Chris Geer from Kingston was one of those whose daughter, Hannah was sent to the group. He said: “I was shocked that this could happen. I was told my daughter had to go into what they called ‘isolation’ because she was not wearing the right uniform skirt.’

But acting principal Rob Gibson said: “Ringmer Community College is under new leadership. In common with all schools, we want to raise standards and maintain a focused and purposeful environment in which students really can concentrate on their learning and achieve excellent progress.

“We contacted parents and carers about our expectations concerning uniform during the summer break. We have worked hard to ensure these expectations are being enforced fairly and consistently across the College. The large majority of parents or carers who have contacted me have been very supportive of our efforts to raise standards and take the school forward.”

Chris Geer explained: “I live apart from my ex-wife so I do not receive information from the school.
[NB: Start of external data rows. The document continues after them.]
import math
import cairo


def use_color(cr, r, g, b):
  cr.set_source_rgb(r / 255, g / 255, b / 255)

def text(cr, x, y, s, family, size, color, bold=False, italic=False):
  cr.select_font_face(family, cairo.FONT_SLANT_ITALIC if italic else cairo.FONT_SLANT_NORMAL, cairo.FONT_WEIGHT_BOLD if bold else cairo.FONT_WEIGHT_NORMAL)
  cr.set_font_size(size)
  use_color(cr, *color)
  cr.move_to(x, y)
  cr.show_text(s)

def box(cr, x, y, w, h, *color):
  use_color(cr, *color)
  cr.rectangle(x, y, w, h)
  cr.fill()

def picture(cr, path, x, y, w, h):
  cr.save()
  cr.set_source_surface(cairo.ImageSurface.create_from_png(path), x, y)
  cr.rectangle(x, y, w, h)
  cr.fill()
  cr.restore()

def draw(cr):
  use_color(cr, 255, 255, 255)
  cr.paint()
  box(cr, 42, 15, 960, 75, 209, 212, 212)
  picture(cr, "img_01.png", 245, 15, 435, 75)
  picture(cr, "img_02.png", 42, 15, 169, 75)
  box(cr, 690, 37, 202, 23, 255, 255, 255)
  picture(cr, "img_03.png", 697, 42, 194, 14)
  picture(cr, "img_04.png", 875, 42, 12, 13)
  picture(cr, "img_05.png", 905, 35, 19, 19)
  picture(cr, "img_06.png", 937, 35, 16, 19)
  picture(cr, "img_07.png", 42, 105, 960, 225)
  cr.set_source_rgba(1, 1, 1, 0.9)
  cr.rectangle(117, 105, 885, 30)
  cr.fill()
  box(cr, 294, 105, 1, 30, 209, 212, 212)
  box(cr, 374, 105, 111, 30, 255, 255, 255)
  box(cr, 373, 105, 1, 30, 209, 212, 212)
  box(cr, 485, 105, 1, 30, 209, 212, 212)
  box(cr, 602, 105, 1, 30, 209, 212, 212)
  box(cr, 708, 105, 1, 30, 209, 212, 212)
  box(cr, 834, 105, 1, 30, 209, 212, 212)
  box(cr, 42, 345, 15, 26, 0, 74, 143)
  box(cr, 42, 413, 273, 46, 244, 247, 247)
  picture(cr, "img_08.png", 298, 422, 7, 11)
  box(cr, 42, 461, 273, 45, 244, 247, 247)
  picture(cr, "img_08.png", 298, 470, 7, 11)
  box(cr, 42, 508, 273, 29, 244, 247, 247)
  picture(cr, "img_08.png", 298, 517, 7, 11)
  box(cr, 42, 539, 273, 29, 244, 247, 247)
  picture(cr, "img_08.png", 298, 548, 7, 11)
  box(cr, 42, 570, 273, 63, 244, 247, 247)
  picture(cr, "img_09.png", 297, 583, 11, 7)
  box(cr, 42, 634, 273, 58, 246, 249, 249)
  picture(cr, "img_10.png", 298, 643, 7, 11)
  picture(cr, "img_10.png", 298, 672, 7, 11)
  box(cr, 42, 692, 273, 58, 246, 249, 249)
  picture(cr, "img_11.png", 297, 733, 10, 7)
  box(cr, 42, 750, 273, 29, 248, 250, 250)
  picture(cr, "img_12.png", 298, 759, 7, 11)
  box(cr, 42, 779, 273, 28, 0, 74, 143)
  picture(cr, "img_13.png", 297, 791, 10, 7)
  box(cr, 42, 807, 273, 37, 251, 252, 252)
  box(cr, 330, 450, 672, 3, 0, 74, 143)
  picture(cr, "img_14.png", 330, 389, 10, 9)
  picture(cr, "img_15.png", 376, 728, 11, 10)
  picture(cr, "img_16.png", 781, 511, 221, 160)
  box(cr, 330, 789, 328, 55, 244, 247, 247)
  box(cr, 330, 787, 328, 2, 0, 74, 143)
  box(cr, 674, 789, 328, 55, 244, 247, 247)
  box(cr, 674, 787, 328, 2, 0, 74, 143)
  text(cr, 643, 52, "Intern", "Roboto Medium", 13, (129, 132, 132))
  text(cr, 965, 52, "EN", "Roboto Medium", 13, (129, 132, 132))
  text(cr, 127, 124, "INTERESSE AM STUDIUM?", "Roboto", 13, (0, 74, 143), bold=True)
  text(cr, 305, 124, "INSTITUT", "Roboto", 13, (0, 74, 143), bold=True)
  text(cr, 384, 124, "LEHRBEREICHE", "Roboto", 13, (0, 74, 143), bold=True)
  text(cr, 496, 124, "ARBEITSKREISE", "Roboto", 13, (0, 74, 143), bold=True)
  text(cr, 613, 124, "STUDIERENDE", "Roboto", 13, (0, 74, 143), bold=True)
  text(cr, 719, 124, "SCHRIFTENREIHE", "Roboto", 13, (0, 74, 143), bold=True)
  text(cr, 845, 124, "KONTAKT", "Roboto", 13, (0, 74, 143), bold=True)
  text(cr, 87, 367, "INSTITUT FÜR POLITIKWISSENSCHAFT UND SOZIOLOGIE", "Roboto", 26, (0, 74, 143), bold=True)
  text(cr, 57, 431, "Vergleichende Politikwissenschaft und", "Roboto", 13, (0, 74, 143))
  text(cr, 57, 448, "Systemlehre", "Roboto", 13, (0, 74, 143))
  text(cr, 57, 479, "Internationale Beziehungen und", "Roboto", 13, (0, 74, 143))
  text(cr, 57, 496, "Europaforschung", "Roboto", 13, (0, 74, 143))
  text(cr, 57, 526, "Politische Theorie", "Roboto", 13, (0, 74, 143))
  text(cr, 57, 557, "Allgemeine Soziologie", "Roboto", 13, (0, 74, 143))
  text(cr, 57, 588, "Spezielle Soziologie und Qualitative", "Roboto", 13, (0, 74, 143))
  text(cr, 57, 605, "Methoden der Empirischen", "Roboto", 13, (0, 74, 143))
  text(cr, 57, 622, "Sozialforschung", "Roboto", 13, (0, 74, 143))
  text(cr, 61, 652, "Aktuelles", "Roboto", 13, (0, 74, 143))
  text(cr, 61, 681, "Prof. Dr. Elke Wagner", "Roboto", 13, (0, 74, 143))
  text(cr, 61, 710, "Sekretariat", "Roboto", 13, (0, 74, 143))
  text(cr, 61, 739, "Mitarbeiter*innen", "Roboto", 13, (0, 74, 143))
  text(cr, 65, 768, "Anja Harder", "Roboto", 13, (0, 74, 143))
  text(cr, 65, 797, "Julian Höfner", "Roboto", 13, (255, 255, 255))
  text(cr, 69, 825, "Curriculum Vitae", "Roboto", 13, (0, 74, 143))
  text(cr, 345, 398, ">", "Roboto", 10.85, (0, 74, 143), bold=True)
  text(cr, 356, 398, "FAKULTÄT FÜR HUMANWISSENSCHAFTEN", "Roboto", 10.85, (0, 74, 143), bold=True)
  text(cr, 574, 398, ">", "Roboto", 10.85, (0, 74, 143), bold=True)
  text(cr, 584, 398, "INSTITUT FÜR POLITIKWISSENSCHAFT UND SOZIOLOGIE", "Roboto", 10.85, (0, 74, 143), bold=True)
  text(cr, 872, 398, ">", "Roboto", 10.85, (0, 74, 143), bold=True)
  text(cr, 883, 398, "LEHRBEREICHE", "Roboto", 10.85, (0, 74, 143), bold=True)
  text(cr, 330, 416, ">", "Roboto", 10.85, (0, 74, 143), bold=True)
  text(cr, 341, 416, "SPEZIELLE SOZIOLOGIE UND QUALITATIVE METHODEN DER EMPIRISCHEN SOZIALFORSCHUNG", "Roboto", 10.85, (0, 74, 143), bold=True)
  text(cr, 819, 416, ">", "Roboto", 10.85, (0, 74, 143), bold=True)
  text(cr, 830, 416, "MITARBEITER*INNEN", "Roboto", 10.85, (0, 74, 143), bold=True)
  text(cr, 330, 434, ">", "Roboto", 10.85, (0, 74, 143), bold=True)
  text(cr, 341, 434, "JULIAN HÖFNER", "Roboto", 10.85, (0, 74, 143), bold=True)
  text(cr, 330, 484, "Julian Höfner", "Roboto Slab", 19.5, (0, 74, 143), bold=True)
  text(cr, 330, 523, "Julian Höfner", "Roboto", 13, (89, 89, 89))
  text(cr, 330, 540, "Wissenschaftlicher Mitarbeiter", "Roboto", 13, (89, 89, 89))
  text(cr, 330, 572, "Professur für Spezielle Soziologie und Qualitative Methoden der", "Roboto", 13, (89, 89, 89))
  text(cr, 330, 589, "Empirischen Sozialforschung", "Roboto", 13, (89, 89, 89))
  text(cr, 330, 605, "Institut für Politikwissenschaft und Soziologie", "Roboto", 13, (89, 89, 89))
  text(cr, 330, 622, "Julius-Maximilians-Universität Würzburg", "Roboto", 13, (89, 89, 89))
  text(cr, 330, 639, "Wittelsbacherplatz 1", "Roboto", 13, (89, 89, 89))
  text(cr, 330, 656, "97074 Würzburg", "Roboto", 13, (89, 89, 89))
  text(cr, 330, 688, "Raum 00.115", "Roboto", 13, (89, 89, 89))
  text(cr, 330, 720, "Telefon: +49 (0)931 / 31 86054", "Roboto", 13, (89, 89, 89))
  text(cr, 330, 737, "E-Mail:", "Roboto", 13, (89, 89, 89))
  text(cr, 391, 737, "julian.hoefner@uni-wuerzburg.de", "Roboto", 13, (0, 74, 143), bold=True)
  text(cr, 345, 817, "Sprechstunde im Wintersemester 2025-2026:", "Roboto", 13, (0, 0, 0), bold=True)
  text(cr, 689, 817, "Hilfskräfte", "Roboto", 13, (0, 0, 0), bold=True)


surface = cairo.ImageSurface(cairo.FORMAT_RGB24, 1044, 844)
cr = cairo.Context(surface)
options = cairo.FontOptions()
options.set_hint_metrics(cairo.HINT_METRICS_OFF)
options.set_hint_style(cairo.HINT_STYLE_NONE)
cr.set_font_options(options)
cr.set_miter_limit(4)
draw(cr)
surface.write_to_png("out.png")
Apparently the uniform was changed during the summer holidays and the new skirt that girls must wear now costs about £14 and can only be obtained from the school shop.

"My daughter wore her old skirt on Tuesday, the first day back. Apparently there were many other children who also turned up not wearing the correct uniform and all of them were told they must go into separate rooms, away from their peers. My daughter was very upset. I was shocked that the College is taking this attitude.”

However Mr Gibson insisted that, in common with many schools, it is important that children wear the correct uniform so there is no distraction. “We indicated we planned to change the skirt about 16 months ago so families could be prepared. One or two were inconvenienced, but most parents who have contacted me are very happy that we are insisting on high standards.”

The issue reflected news stories reported earlier in the week where Kent head turned away pupils for wearing the wrong uniform and said adherence to the uniform code would lead to better behaviour and improved grades.